### [TASK TO COMPLETE]
Only the number is requested. Tally the lines of the data that hold the string "stream".

Recorded data:
"""
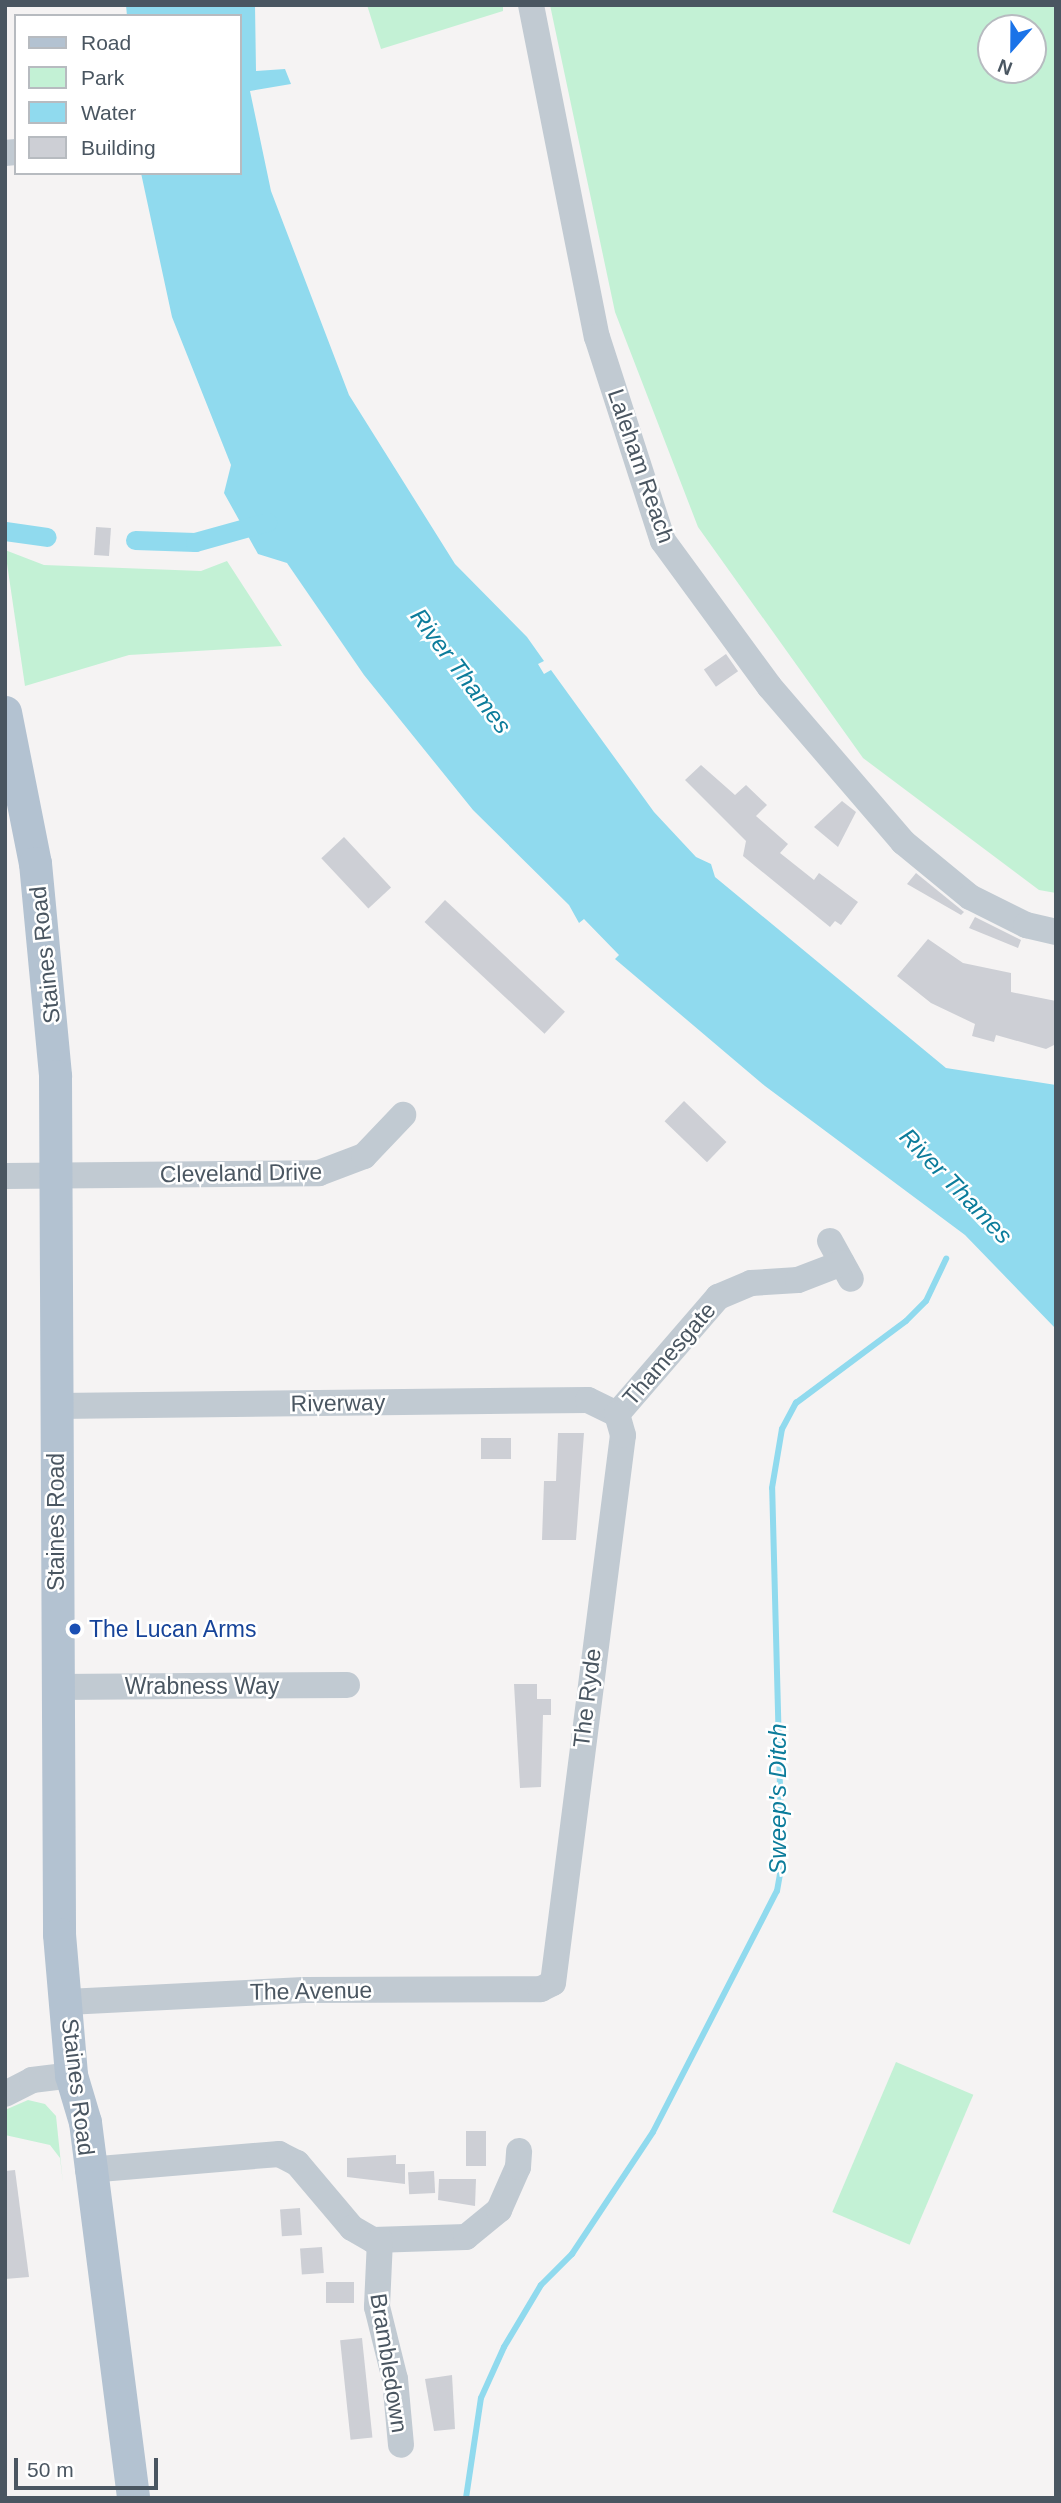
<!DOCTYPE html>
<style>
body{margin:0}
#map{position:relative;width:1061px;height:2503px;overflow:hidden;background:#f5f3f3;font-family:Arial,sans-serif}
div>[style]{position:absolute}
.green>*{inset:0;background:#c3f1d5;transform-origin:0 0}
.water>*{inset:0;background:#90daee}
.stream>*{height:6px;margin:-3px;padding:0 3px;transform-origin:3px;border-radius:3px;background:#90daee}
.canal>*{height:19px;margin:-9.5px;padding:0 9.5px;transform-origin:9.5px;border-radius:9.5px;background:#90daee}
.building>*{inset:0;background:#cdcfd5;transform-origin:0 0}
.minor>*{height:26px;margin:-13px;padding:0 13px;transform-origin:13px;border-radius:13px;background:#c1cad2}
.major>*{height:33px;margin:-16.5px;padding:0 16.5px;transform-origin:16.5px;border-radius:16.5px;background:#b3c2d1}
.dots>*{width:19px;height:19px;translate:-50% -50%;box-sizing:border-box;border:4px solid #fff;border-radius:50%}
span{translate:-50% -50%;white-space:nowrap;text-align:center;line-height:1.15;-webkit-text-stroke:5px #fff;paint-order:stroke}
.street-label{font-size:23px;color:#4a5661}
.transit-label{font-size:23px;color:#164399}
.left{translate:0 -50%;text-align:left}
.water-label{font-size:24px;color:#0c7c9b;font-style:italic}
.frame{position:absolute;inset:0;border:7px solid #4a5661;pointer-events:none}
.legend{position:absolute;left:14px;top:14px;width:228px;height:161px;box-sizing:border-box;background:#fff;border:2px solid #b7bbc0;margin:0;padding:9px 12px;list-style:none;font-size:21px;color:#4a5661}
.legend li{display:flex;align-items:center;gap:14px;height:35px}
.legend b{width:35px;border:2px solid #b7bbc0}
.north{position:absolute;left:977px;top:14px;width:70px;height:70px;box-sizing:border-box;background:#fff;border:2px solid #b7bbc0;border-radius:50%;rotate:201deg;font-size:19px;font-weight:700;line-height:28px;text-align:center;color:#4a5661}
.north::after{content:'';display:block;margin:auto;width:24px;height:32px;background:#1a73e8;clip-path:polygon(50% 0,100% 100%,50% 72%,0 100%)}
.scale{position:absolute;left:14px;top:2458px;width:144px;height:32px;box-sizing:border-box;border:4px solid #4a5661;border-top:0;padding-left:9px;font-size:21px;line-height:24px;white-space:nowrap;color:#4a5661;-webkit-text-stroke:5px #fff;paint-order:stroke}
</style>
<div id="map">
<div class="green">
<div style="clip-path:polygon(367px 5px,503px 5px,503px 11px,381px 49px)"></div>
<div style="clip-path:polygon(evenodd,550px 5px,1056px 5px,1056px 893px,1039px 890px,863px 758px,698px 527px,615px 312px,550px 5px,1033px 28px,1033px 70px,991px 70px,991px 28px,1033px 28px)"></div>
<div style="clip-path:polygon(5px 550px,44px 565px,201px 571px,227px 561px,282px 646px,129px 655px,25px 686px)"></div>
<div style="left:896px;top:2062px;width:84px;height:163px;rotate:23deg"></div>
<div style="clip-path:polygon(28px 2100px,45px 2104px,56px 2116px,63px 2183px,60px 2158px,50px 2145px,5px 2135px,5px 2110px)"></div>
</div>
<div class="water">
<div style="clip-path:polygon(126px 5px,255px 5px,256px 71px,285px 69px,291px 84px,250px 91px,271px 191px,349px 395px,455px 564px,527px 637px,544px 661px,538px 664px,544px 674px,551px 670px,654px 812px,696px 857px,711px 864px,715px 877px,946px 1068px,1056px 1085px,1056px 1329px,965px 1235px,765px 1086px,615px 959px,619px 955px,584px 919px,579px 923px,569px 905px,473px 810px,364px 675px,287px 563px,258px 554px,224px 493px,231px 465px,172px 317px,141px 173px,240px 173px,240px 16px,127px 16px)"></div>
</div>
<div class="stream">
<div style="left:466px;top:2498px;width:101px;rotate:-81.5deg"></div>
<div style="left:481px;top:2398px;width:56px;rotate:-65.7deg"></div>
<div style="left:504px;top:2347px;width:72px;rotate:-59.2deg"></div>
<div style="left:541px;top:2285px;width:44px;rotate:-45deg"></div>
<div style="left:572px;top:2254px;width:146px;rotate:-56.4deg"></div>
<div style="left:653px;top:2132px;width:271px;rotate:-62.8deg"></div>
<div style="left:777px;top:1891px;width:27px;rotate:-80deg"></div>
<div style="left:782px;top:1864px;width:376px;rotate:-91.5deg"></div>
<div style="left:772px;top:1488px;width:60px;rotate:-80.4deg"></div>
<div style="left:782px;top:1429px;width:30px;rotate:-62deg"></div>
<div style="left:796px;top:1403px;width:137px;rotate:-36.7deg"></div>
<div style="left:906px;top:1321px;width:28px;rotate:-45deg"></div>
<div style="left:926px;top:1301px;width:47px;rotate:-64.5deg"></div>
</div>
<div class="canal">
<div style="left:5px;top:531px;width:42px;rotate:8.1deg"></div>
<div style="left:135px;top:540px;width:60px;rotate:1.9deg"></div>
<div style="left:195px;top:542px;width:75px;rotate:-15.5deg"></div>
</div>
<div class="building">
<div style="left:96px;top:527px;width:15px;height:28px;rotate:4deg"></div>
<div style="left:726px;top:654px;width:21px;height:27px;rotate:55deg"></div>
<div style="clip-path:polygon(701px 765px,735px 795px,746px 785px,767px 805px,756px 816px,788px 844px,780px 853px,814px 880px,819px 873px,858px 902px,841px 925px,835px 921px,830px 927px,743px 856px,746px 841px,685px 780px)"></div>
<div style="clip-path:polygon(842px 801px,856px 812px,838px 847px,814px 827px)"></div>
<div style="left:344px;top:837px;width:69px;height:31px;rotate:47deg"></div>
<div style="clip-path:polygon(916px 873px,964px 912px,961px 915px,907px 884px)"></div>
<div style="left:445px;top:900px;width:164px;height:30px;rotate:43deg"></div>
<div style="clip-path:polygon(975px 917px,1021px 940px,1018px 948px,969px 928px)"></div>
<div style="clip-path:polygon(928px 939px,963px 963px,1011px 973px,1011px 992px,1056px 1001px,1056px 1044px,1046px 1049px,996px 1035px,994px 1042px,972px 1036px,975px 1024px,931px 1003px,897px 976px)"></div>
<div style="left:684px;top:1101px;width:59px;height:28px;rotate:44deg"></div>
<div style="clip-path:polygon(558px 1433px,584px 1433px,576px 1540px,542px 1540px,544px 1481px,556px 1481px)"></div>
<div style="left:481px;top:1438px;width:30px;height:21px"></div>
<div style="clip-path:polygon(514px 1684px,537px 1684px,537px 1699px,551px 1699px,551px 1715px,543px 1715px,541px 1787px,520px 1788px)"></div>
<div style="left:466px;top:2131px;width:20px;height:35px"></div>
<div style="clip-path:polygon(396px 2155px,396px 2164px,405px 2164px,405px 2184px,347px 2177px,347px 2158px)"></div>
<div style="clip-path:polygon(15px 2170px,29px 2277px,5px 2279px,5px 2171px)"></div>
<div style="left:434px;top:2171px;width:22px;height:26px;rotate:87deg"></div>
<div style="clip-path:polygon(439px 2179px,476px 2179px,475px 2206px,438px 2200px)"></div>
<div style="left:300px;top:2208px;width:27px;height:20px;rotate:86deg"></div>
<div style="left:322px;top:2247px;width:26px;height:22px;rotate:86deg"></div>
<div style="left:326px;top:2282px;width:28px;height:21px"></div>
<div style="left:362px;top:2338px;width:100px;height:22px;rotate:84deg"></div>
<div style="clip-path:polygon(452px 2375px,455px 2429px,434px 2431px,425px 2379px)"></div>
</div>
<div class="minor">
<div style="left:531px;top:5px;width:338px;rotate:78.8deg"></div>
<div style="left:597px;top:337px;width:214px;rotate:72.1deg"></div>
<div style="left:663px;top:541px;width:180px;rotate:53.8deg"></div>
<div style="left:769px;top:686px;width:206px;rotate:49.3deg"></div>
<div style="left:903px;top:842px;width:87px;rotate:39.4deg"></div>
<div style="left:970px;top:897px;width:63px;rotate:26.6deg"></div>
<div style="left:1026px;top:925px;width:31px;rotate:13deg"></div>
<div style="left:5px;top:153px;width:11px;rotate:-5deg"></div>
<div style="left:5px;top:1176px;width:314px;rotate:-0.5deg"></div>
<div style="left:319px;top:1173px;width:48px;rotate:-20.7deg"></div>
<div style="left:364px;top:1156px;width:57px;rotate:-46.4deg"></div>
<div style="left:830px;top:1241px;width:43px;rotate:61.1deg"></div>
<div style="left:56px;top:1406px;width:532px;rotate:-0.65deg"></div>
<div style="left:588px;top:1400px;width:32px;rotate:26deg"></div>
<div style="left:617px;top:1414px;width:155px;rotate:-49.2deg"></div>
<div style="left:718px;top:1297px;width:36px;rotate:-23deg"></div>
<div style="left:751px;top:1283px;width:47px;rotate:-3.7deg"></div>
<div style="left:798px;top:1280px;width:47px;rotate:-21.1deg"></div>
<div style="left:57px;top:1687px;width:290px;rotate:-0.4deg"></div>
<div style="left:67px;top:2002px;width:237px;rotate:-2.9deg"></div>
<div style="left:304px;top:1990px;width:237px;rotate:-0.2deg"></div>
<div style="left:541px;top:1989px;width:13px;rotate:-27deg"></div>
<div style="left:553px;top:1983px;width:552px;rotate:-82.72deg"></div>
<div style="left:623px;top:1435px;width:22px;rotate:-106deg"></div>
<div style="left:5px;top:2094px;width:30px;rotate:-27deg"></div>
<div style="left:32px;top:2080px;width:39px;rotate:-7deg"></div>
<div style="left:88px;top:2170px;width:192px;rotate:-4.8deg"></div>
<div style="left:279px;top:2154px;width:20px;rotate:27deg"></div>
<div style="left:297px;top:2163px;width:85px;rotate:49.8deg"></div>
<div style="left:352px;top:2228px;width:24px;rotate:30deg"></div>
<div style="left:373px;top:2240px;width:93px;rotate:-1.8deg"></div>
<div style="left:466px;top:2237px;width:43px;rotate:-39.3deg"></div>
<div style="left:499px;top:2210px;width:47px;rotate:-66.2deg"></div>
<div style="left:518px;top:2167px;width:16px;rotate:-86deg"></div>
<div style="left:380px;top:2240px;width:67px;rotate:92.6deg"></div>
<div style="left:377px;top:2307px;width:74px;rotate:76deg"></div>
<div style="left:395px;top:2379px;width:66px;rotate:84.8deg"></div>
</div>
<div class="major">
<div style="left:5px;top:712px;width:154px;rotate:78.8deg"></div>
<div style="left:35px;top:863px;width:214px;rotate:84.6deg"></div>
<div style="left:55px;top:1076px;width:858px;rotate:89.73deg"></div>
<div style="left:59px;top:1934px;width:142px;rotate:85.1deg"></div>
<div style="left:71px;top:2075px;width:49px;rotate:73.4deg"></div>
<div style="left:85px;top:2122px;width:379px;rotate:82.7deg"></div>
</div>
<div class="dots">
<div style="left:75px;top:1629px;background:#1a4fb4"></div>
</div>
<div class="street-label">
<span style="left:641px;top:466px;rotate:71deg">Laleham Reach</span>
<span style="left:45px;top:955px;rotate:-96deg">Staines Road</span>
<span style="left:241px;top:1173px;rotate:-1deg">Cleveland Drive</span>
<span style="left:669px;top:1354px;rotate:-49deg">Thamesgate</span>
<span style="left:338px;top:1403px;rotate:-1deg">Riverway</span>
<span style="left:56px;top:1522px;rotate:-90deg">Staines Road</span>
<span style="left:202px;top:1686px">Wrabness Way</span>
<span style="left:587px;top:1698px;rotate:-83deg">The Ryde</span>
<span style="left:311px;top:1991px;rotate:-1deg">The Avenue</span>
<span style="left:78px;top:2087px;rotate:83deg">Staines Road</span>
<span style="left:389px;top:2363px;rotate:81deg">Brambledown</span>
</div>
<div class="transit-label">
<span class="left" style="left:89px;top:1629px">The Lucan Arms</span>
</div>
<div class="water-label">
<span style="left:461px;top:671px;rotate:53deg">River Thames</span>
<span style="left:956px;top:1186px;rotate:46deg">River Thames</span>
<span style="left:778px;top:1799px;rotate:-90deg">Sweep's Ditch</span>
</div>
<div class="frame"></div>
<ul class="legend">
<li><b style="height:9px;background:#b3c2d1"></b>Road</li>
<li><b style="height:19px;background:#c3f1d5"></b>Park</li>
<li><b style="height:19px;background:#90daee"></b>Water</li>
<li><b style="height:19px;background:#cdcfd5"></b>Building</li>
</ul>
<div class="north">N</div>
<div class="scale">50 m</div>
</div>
"""
### [ANSWER SECTION]
2